Most adolescents with gynecomastia are best managed by reassurance and observation11 (ALGORITHM),3 and no laboratory or radiographic studies are recommended in most cases. Exceptions would be gynecomastia that develops before the onset of puberty; evidence of undervirilization on physical examination; a testicular mass; or persistence of gynecomastia beyond the usual observation period of 12 to 18 months.11
ALGORITHM
Evaluating gynecomastia3
CT, computed tomography; hCG, human chorionic gonadotropin; LH, luteinizing hormone; MRI, magnetic resonance imaging; TSH, thyroid-stimulating hormone.
↑ = elevated; ↓ = lowered; ↔ = normal.
If findings on physical examination are consistent with a breast neoplasm, arrange for mammography immediately. The sensitivity and specificity of mammography for benign and malignant conditions exceed 90%.12 A biopsy may be necessary if uncertainty remains after imaging.
No specific tests are necessary when gynecomastia is clearly associated with intake of a medication known to be associated with the condition, especially if the history and examination are otherwise negative. A prompt regression of gynecomastia after discontinuation of the offending drug will confirm the diagnosis.
If the condition persists in an adolescent or adult and the cause is still unclear, perform renal function tests and measure levels of liver enzymes, early-morning serum human chorionic gonadotropin (hCG), LH, total testosterone, estradiol, TSH, and prolactin.
What lab results may mean. If the total testosterone level is borderline or low-normal (200-350 ng/dL), repeat the test and measure the free testosterone level.
If an elevated hCG level is found, repeat the testicular examination carefully and order ultrasonography. In the absence of a testicular tumor, consider an MRI of the brain and computed tomography (CT) of the abdomen and chest to help identify an extragonadal hCG-secreting tumor.
An elevated LH level and low testosterone level are diagnostic of primary testicular hypogonadism. A karyotype may be necessary in some individuals to diagnose Klinefelter syndrome. Elevated LH and testosterone levels are seen in patients with androgen insensitivity syndromes. These conditions are caused by abnormalities in the androgen receptor with a wide range of possible phenotypes, including ambiguous genitalia.
A low testosterone level with a low or normal LH level indicates secondary hypogonadism of hypothalamic or pituitary origin. An elevated prolactin level in such cases (as was seen in Mr. J.’s case) is usually due to a prolactin secreting pituitary adenoma.
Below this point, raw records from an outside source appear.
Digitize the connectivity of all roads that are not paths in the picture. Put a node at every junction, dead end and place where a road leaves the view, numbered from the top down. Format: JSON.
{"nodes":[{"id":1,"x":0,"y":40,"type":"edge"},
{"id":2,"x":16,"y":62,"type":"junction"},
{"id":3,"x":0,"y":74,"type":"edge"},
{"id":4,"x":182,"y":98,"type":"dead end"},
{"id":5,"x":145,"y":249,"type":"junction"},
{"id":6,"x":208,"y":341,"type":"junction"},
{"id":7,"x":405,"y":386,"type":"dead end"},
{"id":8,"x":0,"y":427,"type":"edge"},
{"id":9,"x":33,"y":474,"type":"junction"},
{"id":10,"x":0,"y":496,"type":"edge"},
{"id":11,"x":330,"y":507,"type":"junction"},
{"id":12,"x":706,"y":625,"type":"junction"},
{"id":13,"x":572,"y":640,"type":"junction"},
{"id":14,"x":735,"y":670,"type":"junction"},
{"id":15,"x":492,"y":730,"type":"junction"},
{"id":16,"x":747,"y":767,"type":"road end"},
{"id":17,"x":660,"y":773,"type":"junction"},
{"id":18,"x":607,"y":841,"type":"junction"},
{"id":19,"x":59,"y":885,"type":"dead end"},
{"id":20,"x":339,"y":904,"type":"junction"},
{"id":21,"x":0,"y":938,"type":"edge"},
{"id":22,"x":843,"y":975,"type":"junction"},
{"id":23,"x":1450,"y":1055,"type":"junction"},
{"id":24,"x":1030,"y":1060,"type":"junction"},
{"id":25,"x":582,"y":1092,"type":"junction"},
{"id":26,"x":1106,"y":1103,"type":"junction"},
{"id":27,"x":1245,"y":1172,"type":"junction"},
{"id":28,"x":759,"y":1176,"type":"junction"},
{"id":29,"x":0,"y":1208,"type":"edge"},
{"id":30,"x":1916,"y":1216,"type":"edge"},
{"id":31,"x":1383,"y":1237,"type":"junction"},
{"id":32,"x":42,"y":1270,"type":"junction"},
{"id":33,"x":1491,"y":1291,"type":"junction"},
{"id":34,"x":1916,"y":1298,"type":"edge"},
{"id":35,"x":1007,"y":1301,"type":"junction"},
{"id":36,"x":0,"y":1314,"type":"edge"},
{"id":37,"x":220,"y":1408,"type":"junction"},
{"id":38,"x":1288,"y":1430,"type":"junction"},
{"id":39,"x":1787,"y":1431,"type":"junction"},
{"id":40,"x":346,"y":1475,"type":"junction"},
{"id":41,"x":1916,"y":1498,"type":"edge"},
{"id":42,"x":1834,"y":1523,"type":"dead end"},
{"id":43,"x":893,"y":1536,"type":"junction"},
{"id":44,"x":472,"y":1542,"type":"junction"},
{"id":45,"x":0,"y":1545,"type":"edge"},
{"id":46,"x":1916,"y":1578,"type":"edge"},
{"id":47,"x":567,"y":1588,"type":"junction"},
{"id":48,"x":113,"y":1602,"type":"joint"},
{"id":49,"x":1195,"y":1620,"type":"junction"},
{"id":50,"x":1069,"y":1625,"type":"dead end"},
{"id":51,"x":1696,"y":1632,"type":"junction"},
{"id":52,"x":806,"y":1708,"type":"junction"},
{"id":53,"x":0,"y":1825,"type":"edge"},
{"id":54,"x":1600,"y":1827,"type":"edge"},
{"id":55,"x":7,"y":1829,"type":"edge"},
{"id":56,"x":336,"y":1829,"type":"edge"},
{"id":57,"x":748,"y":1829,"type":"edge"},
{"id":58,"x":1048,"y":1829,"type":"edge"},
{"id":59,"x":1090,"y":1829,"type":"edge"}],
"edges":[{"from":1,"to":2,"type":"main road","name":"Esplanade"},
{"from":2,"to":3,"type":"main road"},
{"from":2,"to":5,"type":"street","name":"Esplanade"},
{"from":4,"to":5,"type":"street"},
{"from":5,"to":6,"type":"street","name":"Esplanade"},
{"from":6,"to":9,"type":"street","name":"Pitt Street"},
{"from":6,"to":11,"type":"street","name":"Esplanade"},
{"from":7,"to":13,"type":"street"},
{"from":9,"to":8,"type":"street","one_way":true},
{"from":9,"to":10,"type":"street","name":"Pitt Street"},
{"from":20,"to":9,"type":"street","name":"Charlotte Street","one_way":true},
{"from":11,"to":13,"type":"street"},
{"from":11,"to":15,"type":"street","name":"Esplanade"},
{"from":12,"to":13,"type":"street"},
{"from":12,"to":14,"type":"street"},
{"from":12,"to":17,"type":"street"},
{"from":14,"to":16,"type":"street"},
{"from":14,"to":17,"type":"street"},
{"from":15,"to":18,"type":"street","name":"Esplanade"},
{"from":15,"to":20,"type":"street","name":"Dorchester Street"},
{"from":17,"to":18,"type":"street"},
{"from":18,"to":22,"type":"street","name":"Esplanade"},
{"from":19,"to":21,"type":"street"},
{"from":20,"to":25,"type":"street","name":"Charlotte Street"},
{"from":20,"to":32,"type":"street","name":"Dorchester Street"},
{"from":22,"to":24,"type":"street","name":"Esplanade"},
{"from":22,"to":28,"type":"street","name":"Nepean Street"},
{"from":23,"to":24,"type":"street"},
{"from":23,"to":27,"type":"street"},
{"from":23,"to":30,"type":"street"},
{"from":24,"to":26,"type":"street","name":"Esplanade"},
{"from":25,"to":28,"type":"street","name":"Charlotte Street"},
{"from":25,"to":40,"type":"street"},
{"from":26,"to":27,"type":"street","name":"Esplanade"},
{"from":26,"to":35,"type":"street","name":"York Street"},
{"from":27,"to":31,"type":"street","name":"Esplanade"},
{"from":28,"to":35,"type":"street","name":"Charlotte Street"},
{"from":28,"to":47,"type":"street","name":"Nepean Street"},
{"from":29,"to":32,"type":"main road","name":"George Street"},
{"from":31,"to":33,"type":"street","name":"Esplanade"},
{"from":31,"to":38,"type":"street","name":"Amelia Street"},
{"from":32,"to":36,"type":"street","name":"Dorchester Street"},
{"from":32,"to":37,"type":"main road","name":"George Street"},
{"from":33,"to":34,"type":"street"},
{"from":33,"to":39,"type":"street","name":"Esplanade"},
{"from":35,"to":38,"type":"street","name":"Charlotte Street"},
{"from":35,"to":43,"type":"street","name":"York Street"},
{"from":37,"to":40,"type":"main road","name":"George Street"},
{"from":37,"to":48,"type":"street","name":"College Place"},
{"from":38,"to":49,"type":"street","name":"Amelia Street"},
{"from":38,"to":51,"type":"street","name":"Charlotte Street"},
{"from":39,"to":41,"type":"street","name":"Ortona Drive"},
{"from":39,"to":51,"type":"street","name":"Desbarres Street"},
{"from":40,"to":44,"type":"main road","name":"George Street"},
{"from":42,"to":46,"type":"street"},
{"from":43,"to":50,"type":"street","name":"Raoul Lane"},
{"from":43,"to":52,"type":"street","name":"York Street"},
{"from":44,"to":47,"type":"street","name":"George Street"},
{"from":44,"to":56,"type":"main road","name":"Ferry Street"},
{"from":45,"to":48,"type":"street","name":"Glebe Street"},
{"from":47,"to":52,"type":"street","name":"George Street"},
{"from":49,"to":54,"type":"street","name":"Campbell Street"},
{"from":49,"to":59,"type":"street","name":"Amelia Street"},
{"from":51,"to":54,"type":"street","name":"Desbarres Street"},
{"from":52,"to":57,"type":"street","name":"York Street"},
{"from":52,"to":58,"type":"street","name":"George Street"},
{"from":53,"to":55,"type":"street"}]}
Hereditary hemochromatosis is an important and often overlooked cause of hypogonadism. Obtain iron studies and ferritin levels in this setting.13 Unrecognized hemochromatosis may result in fibrosis and multiple organ failure.
Patients with secondary hypogonadism are best managed by a referral to an endocrinologist, as the potential list of causes is extensive.4,14,15
A low TSH level is consistent with thyrotoxicosis, which may result in increased levels of SHBG and altered metabolism of estrogens and androgens.16 Thus, about 10% of men with thyrotoxicosis present with gynecomastia and erectile dysfunction.16 If the estradiol level is elevated, a testicular ultrasound as well as an adrenal CT scan will help identify a neoplasm.
In a significant number of patients, the diagnostic tests are normal, leading to a diagnosis of idiopathic gynecomastia. In these cases, the alteration in androgen and estrogen levels can be subtle and intermittent.17 Continue surveillance and periodically reevaluate the patient.
Management of gynecomastia
Gynecomastia often results from transient hormonal imbalance and regresses spontaneously. Therefore, no specific treatment is necessary for neonatal, pubertal, or drug-induced gynecomastia. In other situations, prompt diagnosis and treatment are important to maximize the likelihood of successful medical therapy. It has been shown that fibrosis develops 6 to 12 months after the onset of gynecomastia, making it unlikely that medical treatments beyond that stage will result in significant regression of the breast enlargement.18 In such long-standing cases, surgical intervention with subcutaneous mastectomy or liposuction can be considered for patients who have significant psychological problems or esthetic issues. Indications for surgery also include continued growth and tenderness of breast tissue or malignancy.
Available medications include those aimed at decreasing estrogen production or estrogen effect on target breast tissue. Aromatase inhibitors such as testolactone, anastrozole, and letrozole can decrease the synthesis of estrogen by inhibiting aromatization of androgens. Although theoretically promising, results of the few controlled trials with aromatase inhibitors have been generally disappointing.19
Selective estrogen receptor modulators that alter the effect of estrogen on breast tissue are tamoxifen and raloxifene. Tamoxifen is not yet approved for treatment of gynecomastia, but has proven effective in randomized trials.20 At a dose of 20 mg/d for 3 or more months, tamoxifen resulted in complete regression of gynecomastia in 60% of patients and partial regression in 20% of patients.20 Tamoxifen also prevents gynecomastia after medial prostatectomy and treatment with the antiandrogen, bicalutamide.